• **Problem to solve**
For the word "Frontera", count the lines of the data that include it and give only the total.

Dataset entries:
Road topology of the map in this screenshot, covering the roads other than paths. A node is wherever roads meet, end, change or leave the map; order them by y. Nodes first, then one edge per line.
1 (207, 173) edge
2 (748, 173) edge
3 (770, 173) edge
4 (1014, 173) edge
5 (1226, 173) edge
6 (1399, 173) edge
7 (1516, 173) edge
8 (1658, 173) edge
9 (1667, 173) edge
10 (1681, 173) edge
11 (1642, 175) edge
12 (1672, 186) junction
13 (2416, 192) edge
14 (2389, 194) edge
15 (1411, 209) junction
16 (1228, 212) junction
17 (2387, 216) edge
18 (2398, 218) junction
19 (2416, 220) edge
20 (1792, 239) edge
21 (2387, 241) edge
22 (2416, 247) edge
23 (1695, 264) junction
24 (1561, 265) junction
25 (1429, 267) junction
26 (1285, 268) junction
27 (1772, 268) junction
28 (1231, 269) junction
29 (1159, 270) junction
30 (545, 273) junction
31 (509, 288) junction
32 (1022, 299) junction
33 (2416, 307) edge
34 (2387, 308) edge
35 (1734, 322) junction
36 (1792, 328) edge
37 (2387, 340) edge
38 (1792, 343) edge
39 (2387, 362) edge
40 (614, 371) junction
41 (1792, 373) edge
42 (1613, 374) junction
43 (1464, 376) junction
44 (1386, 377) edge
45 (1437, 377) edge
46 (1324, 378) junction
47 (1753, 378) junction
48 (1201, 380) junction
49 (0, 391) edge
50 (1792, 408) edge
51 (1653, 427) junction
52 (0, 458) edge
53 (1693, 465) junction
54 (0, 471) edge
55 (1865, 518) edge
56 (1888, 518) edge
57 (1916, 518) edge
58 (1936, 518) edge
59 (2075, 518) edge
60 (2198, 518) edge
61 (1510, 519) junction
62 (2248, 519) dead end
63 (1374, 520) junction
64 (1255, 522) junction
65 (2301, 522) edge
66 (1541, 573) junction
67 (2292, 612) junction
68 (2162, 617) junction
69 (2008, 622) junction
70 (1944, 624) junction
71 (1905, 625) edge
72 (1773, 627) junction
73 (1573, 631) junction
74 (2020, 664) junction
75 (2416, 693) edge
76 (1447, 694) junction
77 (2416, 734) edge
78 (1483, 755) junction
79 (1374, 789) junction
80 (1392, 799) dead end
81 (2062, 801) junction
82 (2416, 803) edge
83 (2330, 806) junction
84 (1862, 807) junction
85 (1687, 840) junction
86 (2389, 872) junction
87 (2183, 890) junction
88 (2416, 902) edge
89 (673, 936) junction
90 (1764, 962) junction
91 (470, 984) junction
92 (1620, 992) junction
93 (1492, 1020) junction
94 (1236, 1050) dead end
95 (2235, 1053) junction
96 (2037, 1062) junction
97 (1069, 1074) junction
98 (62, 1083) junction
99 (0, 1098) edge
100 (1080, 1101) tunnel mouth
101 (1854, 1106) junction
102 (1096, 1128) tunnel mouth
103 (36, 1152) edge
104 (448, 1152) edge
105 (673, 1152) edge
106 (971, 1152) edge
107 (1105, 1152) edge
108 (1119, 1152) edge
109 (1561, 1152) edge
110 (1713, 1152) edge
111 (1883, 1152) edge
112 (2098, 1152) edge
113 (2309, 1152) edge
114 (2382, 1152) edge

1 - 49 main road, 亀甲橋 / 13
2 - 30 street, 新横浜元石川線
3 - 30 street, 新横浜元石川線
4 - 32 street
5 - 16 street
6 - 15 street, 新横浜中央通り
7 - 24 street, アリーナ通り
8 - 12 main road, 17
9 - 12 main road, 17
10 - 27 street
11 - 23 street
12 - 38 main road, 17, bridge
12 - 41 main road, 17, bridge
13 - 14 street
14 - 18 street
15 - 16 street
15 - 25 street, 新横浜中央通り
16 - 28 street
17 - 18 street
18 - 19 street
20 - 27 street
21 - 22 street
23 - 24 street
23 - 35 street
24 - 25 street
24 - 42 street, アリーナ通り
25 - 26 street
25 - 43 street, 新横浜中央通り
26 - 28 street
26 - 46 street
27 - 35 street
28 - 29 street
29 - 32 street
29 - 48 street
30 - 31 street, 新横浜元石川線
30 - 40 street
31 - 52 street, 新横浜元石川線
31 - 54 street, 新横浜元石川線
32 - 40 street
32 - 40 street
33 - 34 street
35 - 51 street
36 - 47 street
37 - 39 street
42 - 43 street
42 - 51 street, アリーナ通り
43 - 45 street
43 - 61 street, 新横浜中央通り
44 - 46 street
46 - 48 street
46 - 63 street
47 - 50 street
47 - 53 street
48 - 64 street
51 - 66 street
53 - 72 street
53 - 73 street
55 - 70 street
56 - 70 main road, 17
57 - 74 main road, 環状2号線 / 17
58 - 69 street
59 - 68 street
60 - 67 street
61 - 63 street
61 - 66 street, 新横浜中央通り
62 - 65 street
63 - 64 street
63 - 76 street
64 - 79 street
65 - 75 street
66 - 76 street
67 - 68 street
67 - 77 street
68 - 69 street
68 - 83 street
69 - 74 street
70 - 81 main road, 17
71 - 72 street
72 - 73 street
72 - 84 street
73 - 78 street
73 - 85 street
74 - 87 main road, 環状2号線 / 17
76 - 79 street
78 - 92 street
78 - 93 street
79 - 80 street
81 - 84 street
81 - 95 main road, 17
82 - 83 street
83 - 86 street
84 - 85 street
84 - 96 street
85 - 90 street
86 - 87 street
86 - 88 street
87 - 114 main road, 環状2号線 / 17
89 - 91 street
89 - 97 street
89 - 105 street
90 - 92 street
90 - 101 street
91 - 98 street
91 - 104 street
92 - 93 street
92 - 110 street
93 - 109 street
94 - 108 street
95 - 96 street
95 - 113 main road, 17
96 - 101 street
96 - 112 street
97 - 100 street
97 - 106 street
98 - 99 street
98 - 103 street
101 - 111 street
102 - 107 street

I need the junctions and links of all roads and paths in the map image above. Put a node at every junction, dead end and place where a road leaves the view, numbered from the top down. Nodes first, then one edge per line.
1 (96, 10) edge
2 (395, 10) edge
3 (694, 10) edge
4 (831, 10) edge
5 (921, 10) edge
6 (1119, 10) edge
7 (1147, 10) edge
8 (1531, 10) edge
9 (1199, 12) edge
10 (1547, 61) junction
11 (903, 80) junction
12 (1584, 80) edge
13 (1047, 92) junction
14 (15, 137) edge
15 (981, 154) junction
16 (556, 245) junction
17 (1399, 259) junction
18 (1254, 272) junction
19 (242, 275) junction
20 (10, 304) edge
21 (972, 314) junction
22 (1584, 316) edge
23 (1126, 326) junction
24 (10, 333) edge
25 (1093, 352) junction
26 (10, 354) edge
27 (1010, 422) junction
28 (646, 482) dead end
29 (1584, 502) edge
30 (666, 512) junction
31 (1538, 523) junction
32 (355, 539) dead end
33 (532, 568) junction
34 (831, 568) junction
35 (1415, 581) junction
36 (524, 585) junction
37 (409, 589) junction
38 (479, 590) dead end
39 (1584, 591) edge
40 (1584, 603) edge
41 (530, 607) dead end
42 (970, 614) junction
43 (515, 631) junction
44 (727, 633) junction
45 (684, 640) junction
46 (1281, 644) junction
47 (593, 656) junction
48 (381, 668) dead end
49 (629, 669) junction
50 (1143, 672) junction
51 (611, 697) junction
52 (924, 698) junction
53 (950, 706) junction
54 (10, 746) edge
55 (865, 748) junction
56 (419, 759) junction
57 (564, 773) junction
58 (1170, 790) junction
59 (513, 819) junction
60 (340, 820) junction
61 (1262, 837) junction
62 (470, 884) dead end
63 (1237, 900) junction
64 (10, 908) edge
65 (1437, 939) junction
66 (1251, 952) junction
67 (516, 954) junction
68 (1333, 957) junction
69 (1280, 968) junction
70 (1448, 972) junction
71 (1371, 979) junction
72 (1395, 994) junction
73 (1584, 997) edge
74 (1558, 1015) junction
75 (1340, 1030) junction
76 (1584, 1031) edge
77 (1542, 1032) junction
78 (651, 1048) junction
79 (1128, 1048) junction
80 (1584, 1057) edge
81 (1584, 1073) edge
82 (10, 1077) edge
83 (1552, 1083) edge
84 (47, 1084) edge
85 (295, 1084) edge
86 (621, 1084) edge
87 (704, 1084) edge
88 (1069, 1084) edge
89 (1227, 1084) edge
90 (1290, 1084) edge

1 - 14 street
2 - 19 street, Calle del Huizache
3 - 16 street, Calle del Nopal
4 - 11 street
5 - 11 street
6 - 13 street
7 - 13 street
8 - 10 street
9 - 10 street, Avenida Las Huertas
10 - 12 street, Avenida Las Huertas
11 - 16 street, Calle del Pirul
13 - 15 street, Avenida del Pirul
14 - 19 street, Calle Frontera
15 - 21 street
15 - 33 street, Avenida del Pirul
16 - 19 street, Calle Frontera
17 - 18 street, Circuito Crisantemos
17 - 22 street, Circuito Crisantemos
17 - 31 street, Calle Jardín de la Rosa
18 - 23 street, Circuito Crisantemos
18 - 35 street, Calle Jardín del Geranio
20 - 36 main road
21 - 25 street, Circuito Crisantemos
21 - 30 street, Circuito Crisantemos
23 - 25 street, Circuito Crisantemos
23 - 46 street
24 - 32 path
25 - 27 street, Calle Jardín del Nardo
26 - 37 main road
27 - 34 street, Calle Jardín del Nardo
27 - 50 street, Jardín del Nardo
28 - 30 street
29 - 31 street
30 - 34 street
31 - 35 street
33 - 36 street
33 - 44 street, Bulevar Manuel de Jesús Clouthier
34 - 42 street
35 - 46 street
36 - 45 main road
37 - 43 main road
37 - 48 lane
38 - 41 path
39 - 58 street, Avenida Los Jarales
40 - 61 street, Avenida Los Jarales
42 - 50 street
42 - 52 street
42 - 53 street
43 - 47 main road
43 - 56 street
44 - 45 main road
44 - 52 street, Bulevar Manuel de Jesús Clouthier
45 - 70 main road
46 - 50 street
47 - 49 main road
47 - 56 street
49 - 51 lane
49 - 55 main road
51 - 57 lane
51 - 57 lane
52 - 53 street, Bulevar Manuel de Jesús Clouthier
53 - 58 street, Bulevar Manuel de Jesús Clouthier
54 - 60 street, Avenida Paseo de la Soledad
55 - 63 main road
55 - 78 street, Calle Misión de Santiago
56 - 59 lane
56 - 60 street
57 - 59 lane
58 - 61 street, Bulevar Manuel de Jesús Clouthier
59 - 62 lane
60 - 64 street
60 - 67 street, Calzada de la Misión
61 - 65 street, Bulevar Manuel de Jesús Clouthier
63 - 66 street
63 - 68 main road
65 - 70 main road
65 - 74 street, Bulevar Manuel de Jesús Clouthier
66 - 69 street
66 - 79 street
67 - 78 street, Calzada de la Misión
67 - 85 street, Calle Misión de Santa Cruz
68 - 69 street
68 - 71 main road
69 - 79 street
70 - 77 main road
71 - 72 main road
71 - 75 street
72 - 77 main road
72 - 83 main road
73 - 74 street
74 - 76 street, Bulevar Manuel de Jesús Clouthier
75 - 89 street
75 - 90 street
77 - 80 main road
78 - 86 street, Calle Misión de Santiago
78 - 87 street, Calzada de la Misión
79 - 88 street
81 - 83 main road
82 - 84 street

• **Solution for this problem**
2